Repeat the data exactly. Pictures are not part of the copy.

• **Exercise materials**
──────────────────────────────

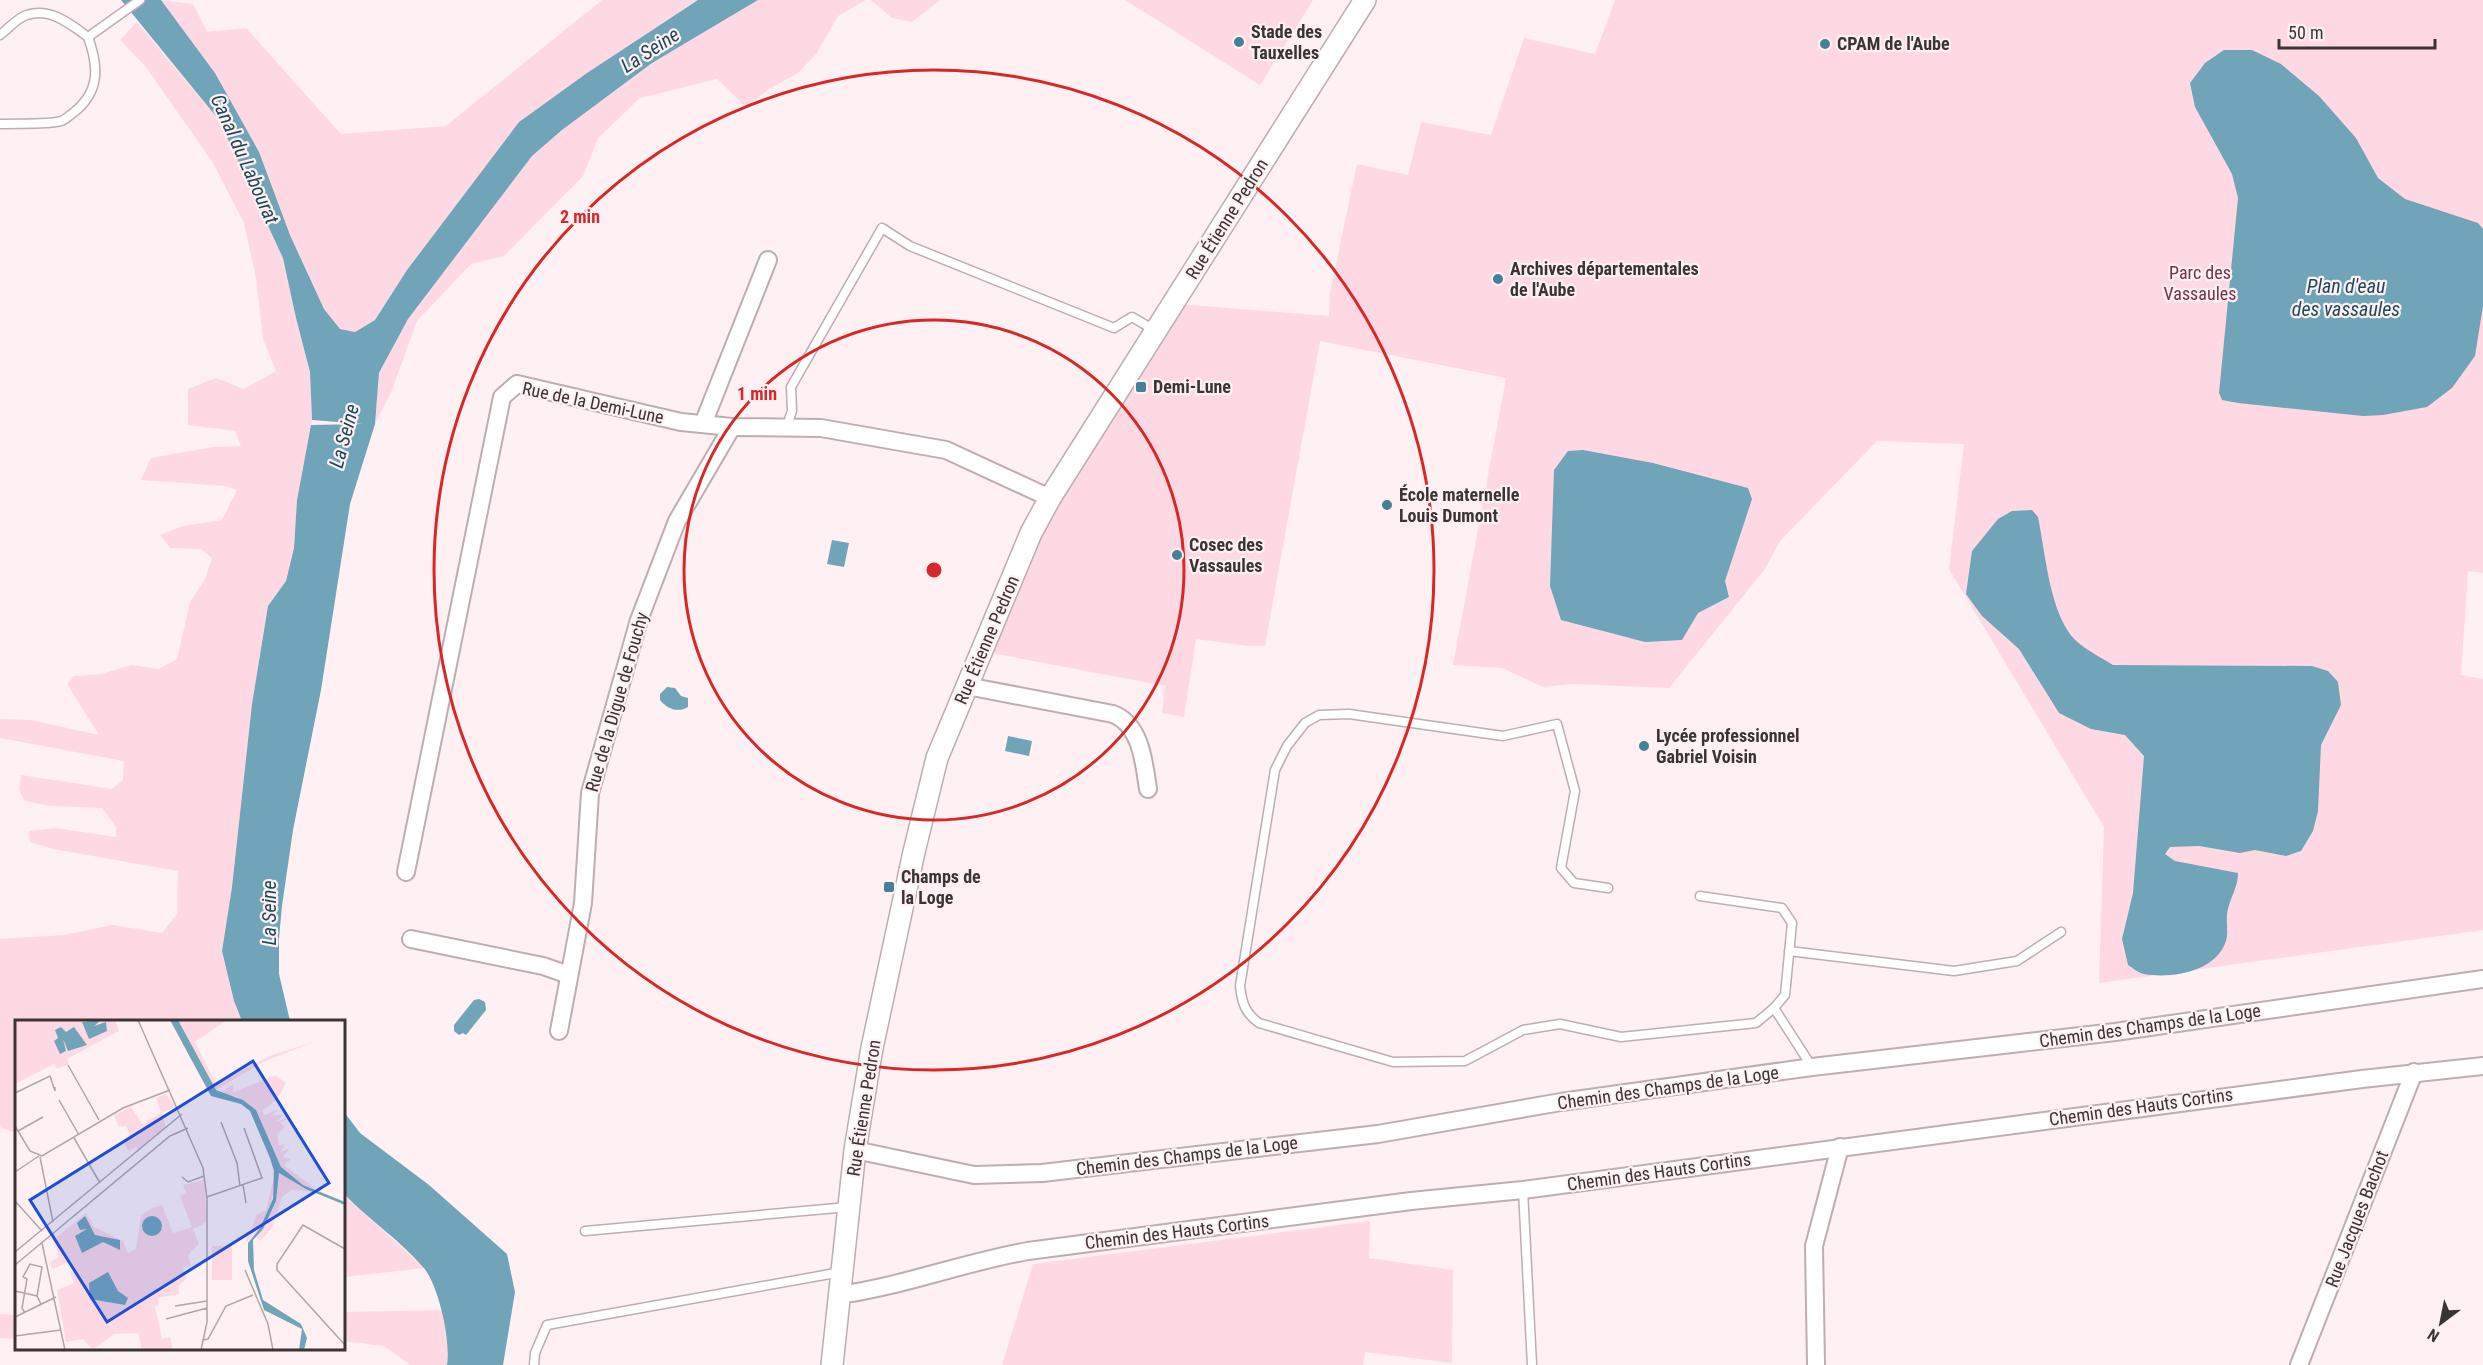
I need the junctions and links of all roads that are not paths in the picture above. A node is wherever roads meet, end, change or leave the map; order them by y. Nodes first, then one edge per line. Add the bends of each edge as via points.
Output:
1 (140, 0) edge
2 (1365, 0) edge
3 (0, 35) edge
4 (88, 37) junction
5 (0, 124) edge
6 (768, 260) dead end
7 (1156, 331) junction
8 (703, 424) junction
9 (732, 428) junction
10 (786, 428) junction
11 (1050, 498) junction
12 (967, 686) junction
13 (1148, 789) dead end
14 (406, 872) dead end
15 (1608, 888) dead end
16 (1700, 896) dead end
17 (2061, 932) dead end
18 (411, 939) dead end
19 (1789, 951) junction
20 (569, 975) junction
21 (2483, 979) edge
22 (1774, 1008) junction
23 (559, 1031) dead end
24 (2483, 1066) edge
25 (1812, 1067) junction
26 (2414, 1072) junction
27 (1840, 1147) junction
28 (855, 1150) junction
29 (1523, 1190) junction
30 (848, 1207) junction
31 (585, 1230) dead end
32 (841, 1272) junction
33 (839, 1295) junction
34 (534, 1365) edge
35 (832, 1365) edge
36 (1532, 1365) edge
37 (1816, 1365) edge
38 (2299, 1365) edge

1 - 4 lane
2 - 7 street, Rue Étienne Pedron
3 - 4 lane via 27,15 50,15 67,21
4 - 5 lane via 96,58 96,74 83,105 62,121
6 - 8 street
7 - 10 lane via 1132,317 1114,328 910,246 882,228 791,387 792,411
7 - 11 street, Rue Étienne Pedron
8 - 9 street, Rue de la Demi-Lune
8 - 14 street, Rue de la Demi-Lune via 517,384 502,397
9 - 10 street, Rue de la Demi-Lune
9 - 20 street, Rue de la Digue de Fouchy via 677,521 639,620 590,793 583,903
10 - 11 street, Rue de la Demi-Lune via 821,428 946,450
11 - 12 street, Rue Étienne Pedron via 1031,533
12 - 13 street via 1124,718 1143,755
12 - 28 street, Rue Étienne Pedron via 937,758 914,852
15 - 22 lane via 1574,883 1561,868 1575,791 1557,724 1503,736 1349,714 1319,715 1305,723 1275,770 1240,986 1242,1001 1249,1016 1259,1023 1393,1062 1465,1061 1523,1030 1560,1024 1622,1037 1756,1023
16 - 19 lane via 1782,908 1792,923
17 - 19 lane via 2017,961 1954,970
18 - 20 street
19 - 22 lane via 1785,994
20 - 23 street, Rue de la Digue de Fouchy
21 - 25 street, Chemin des Champs de la Loge via 2115,1032
22 - 25 lane
24 - 26 street, Chemin des Hauts Cortins
25 - 28 street, Chemin des Champs de la Loge via 1561,1102 1378,1134 1042,1173 974,1176
26 - 27 street, Chemin des Hauts Cortins
26 - 38 street, Rue Jacques Bachot
27 - 29 street, Chemin des Hauts Cortins
27 - 37 street via 1814,1246
28 - 30 street, Rue Étienne Pedron
29 - 33 street, Chemin des Hauts Cortins via 1028,1251
29 - 36 lane
30 - 31 lane
30 - 32 street, Rue Étienne Pedron
32 - 33 street, Rue Étienne Pedron
32 - 34 lane via 548,1325 535,1353
33 - 35 street, Rue Étienne Pedron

──────────────────────────────

• **Your solution**
I need the junctions and links of all roads that are not paths in the picture above. A node is wherever roads meet, end, change or leave the map; order them by y. Nodes first, then one edge per line. Add the bends of each edge as via points.
Output:
1 (140, 0) edge
2 (1365, 0) edge
3 (0, 35) edge
4 (88, 37) junction
5 (0, 124) edge
6 (768, 260) dead end
7 (1156, 331) junction
8 (703, 424) junction
9 (732, 428) junction
10 (786, 428) junction
11 (1050, 498) junction
12 (967, 686) junction
13 (1148, 789) dead end
14 (406, 872) dead end
15 (1608, 888) dead end
16 (1700, 896) dead end
17 (2061, 932) dead end
18 (411, 939) dead end
19 (1789, 951) junction
20 (569, 975) junction
21 (2483, 979) edge
22 (1774, 1008) junction
23 (559, 1031) dead end
24 (2483, 1066) edge
25 (1812, 1067) junction
26 (2414, 1072) junction
27 (1840, 1147) junction
28 (855, 1150) junction
29 (1523, 1190) junction
30 (848, 1207) junction
31 (585, 1230) dead end
32 (841, 1272) junction
33 (839, 1295) junction
34 (534, 1365) edge
35 (832, 1365) edge
36 (1532, 1365) edge
37 (1816, 1365) edge
38 (2299, 1365) edge

1 - 4 lane
2 - 7 street, Rue Étienne Pedron
3 - 4 lane via 27,15 50,15 67,21
4 - 5 lane via 96,58 96,74 83,105 62,121
6 - 8 street
7 - 10 lane via 1132,317 1114,328 910,246 882,228 791,387 792,411
7 - 11 street, Rue Étienne Pedron
8 - 9 street, Rue de la Demi-Lune
8 - 14 street, Rue de la Demi-Lune via 517,384 502,397
9 - 10 street, Rue de la Demi-Lune
9 - 20 street, Rue de la Digue de Fouchy via 677,521 639,620 590,793 583,903
10 - 11 street, Rue de la Demi-Lune via 821,428 946,450
11 - 12 street, Rue Étienne Pedron via 1031,533
12 - 13 street via 1124,718 1143,755
12 - 28 street, Rue Étienne Pedron via 937,758 914,852
15 - 22 lane via 1574,883 1561,868 1575,791 1557,724 1503,736 1349,714 1319,715 1305,723 1275,770 1240,986 1242,1001 1249,1016 1259,1023 1393,1062 1465,1061 1523,1030 1560,1024 1622,1037 1756,1023
16 - 19 lane via 1782,908 1792,923
17 - 19 lane via 2017,961 1954,970
18 - 20 street
19 - 22 lane via 1785,994
20 - 23 street, Rue de la Digue de Fouchy
21 - 25 street, Chemin des Champs de la Loge via 2115,1032
22 - 25 lane
24 - 26 street, Chemin des Hauts Cortins
25 - 28 street, Chemin des Champs de la Loge via 1561,1102 1378,1134 1042,1173 974,1176
26 - 27 street, Chemin des Hauts Cortins
26 - 38 street, Rue Jacques Bachot
27 - 29 street, Chemin des Hauts Cortins
27 - 37 street via 1814,1246
28 - 30 street, Rue Étienne Pedron
29 - 33 street, Chemin des Hauts Cortins via 1028,1251
29 - 36 lane
30 - 31 lane
30 - 32 street, Rue Étienne Pedron
32 - 33 street, Rue Étienne Pedron
32 - 34 lane via 548,1325 535,1353
33 - 35 street, Rue Étienne Pedron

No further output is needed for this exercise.